Michael: So one that I run for my team, so developer advocates it’s kind of an interesting position because it’s very left brain/right brain. You have to be good at the engineering and the building the technology and also at the storytelling and the communication of it. And so, my favorite exercise when I built my developer advocacy team at ReThink because we had this sort of grassroots open source evangelism process, and then at Stripe we’ve done the same thing is, one of the best parts as a take home exercise. So we just say hey, “Here’s the prompt. Essentially it’s build simple web app and we give them very clearly defined terms and say uses API to build it and we leave it very open ended and we say, “We expect that it will take roughly three hours to work on this. Please don’t spend a lot more time on that” so that people don’t commit too much to a building for a day and a half and it’s really the interview process. And people will sometimes be a little bit confounded by the open-ended nature of the problem but that’s the point is that in this role you’re supposed to be able to figure out what are the needs of the audience, to find your audience, to find the story, build the software. And then we have a rubric that grades them on five or six categories and just identifies how did they do on documentation, on the number of bugs in the app, things like this. And then, we look at the grades and the thing is consistency in a recruiting process is critical because sometimes what happens is that you end up with getting excited about a candidate, but now you’ve introduced bias, and it makes it very hard to be able to scale a recruiting process if you don’t have rubrics defined.
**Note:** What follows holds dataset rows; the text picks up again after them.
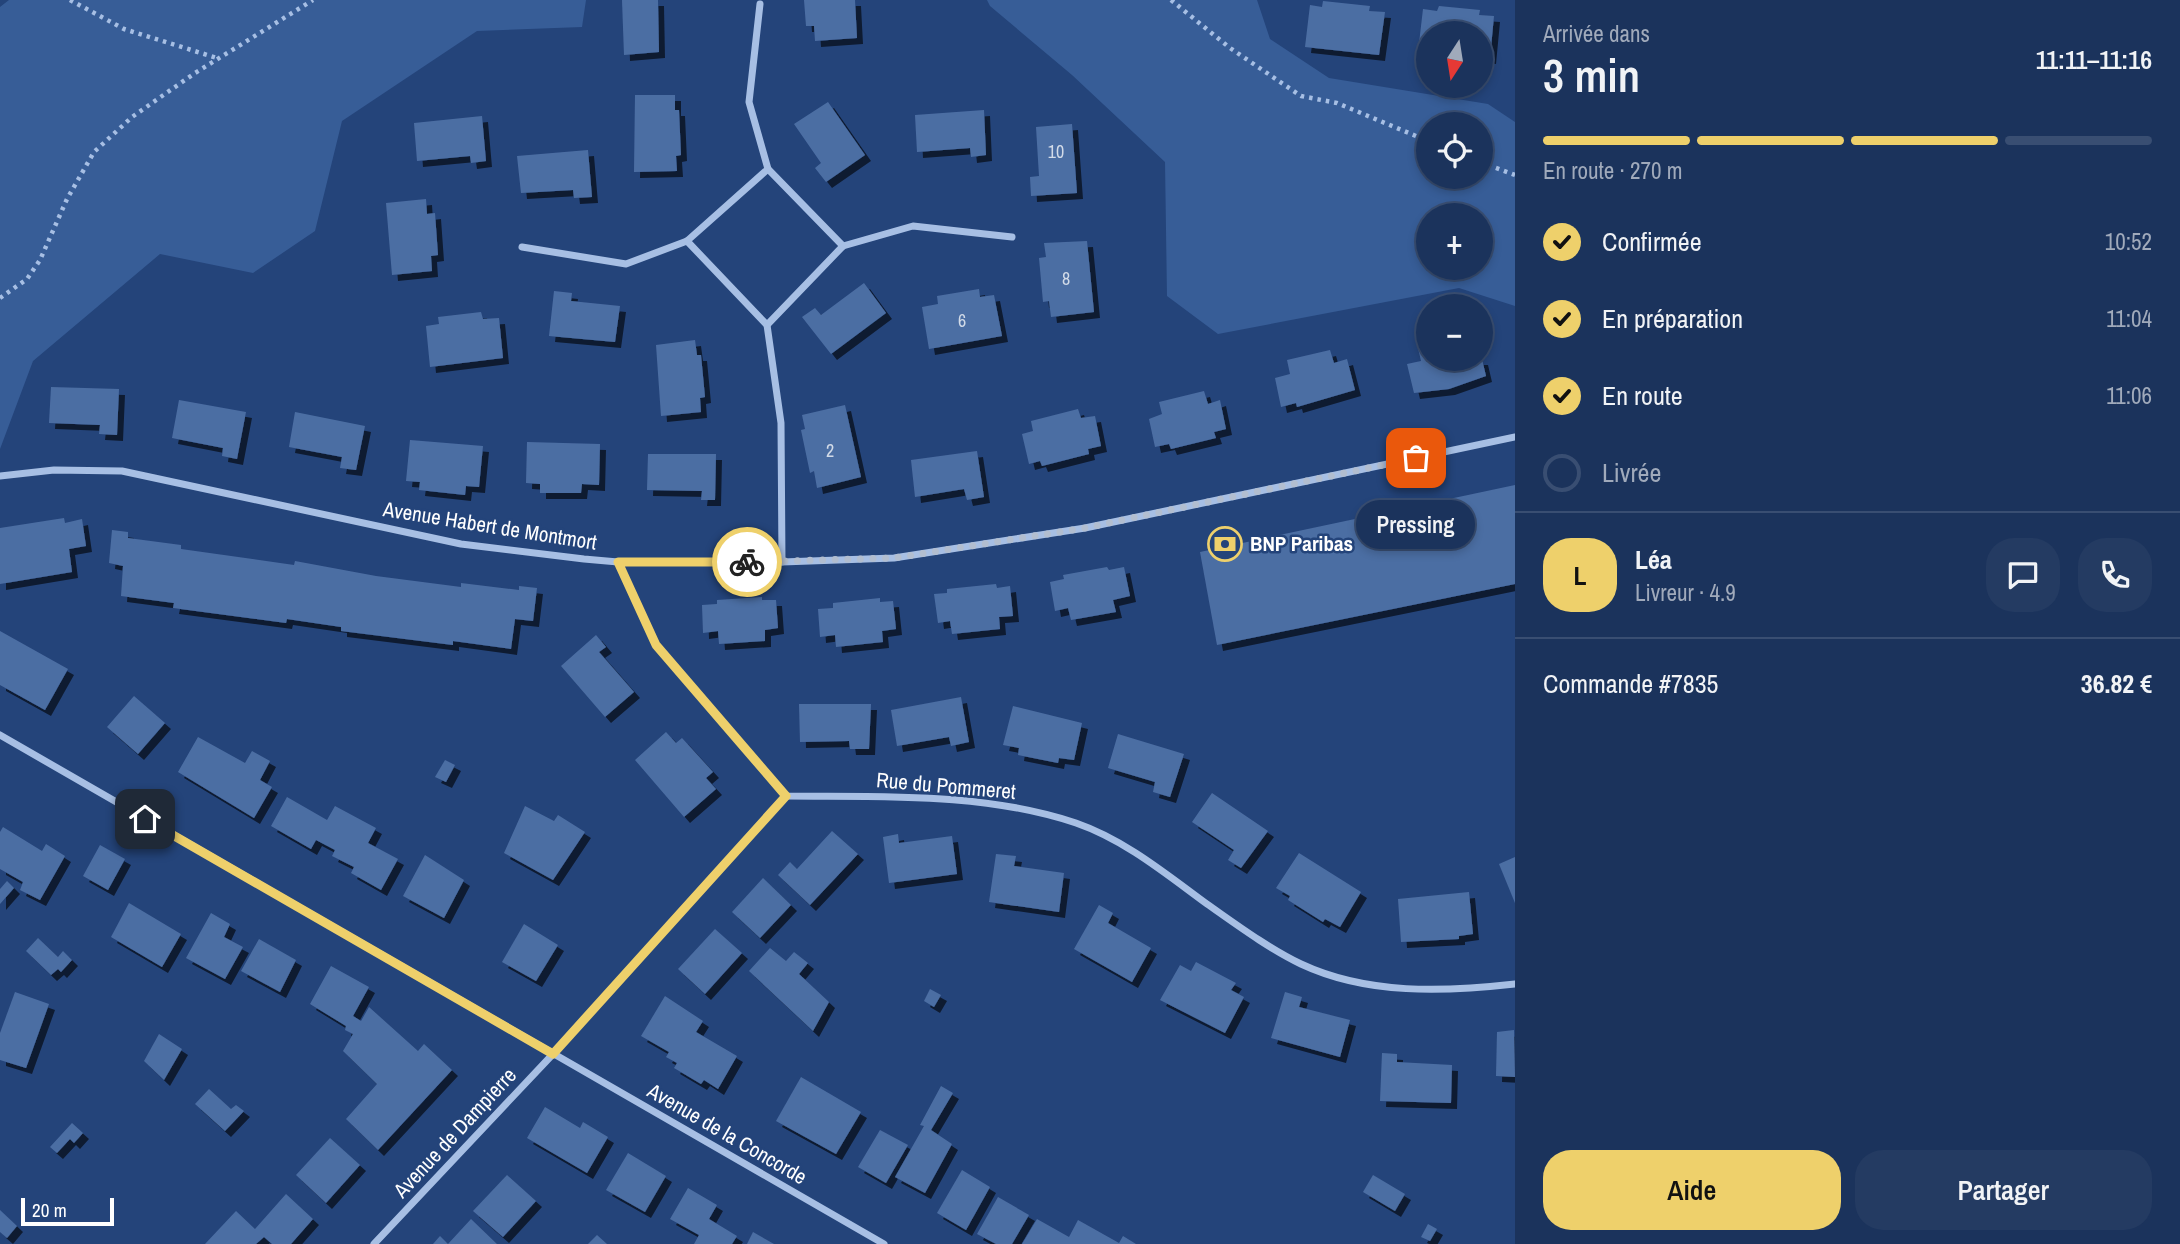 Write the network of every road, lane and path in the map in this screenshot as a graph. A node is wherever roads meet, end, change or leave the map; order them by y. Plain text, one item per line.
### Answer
1 (70, 0) edge
2 (313, 0) edge
3 (1171, 0) edge
4 (761, 4) dead end
5 (217, 58) junction
6 (1416, 136) edge
7 (1493, 167) edge
8 (768, 169) junction
9 (1515, 175) edge
10 (1012, 237) dead end
11 (687, 241) junction
12 (843, 246) junction
13 (522, 247) dead end
14 (0, 298) edge
15 (767, 325) junction
16 (1515, 437) edge
17 (0, 476) edge
18 (618, 562) junction
19 (782, 562) junction
20 (0, 735) edge
21 (786, 796) junction
22 (1515, 984) edge
23 (553, 1054) junction
24 (374, 1244) edge
25 (884, 1244) edge

1 - 5 path
2 - 5 path
3 - 6 path
4 - 8 street
5 - 14 path
7 - 9 path
8 - 11 street
8 - 12 street
10 - 12 street
11 - 13 street
11 - 15 street
12 - 15 street
15 - 19 street
16 - 19 street, Avenue Habert de Montmort
17 - 18 street, Avenue Habert de Montmort
18 - 19 street, Avenue Habert de Montmort
18 - 21 street
20 - 23 street, Avenue de la Concorde
21 - 22 street, Rue du Pommeret
21 - 23 street, Avenue de Dampierre
23 - 24 street, Avenue de Dampierre
23 - 25 street, Avenue de la Concorde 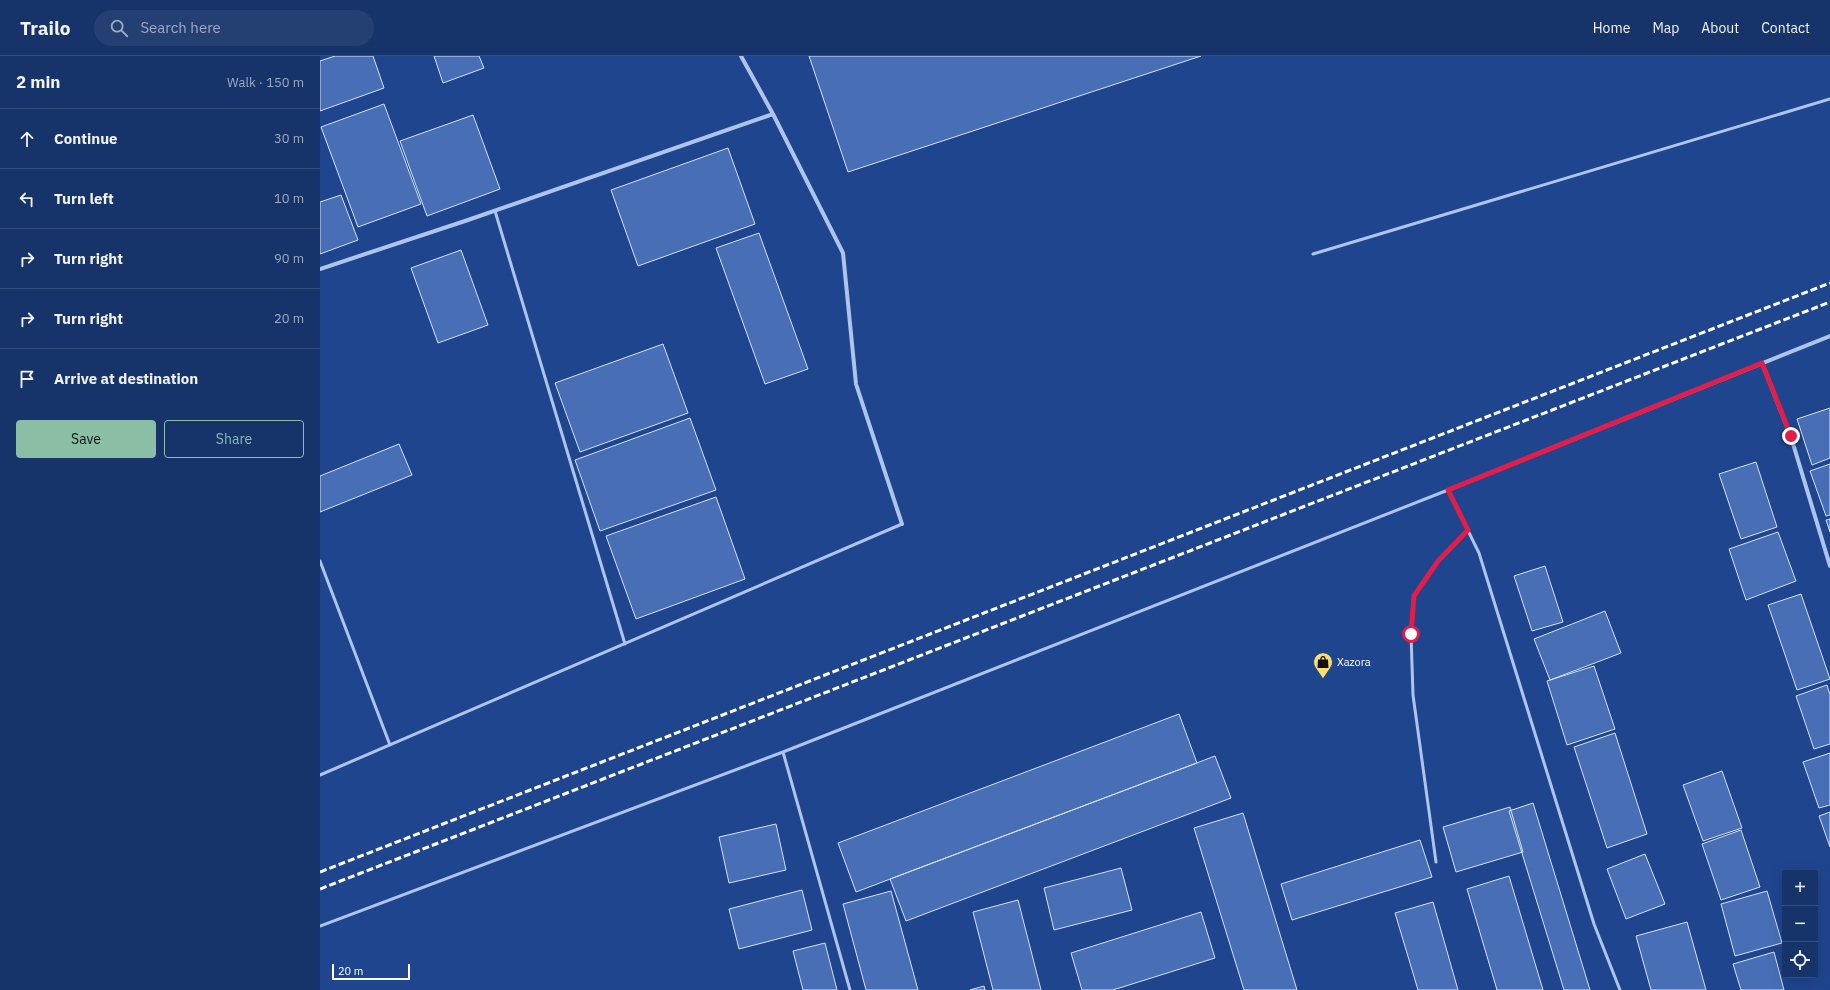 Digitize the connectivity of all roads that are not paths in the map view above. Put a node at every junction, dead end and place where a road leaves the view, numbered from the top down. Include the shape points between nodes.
1 (741, 56) edge
2 (1830, 99) edge
3 (773, 114) junction
4 (495, 211) junction
5 (1313, 254) dead end
6 (320, 269) edge
7 (1830, 336) edge
8 (1762, 363) junction
9 (1448, 490) junction
10 (902, 524) joint
11 (1468, 530) junction
12 (320, 561) edge
13 (1830, 566) edge
14 (626, 644) junction
15 (390, 745) junction
16 (783, 752) junction
17 (320, 775) edge
18 (1436, 862) dead end
19 (320, 926) edge
20 (850, 990) edge
21 (1620, 990) edge

1 - 3 street
2 - 5 lane
3 - 4 street
3 - 10 street via 843,253 856,384
4 - 6 street
4 - 14 lane
7 - 8 street
8 - 9 street
8 - 13 street via 1791,436
9 - 11 lane
9 - 16 lane
10 - 14 lane
11 - 18 lane via 1438,561 1414,596 1411,634 1413,695
11 - 21 lane via 1482,560 1594,924
12 - 15 lane
14 - 15 lane
15 - 17 lane
16 - 19 lane
16 - 20 lane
So we’re extremely precise about the rubric and then we will go back and we’ll actually have a candidate review process or we look at the candidates who maybe didn’t pass our interviews either onsite or before coming in and we say, “Why didn’t they pass? What could we have done to improve the process to actually expose the weaknesses of our recruiting processes?” And so it’s sort of endless cycle where we’re looking constantly at how to measure and then how do we actually perform against the measurement and that’s what’s allowed, I think, a really scalable recruiting process for Stripe and a lot of consistency.
Vivek: Just pushing that, extending that a bit further, do you think we could get to a point where you don’t need to do technical interviews.
Vivek: Why? What’s the signal do you think you’re getting?
Michael: The signal is—
Vivek: I’m just talking about purely technical.
Vivek: And you and I worked together well. That is super hard to figured out. I can probably write an essay. Yes, I think we’ll work together well, but that’s not going help, but just on the hard technical skills.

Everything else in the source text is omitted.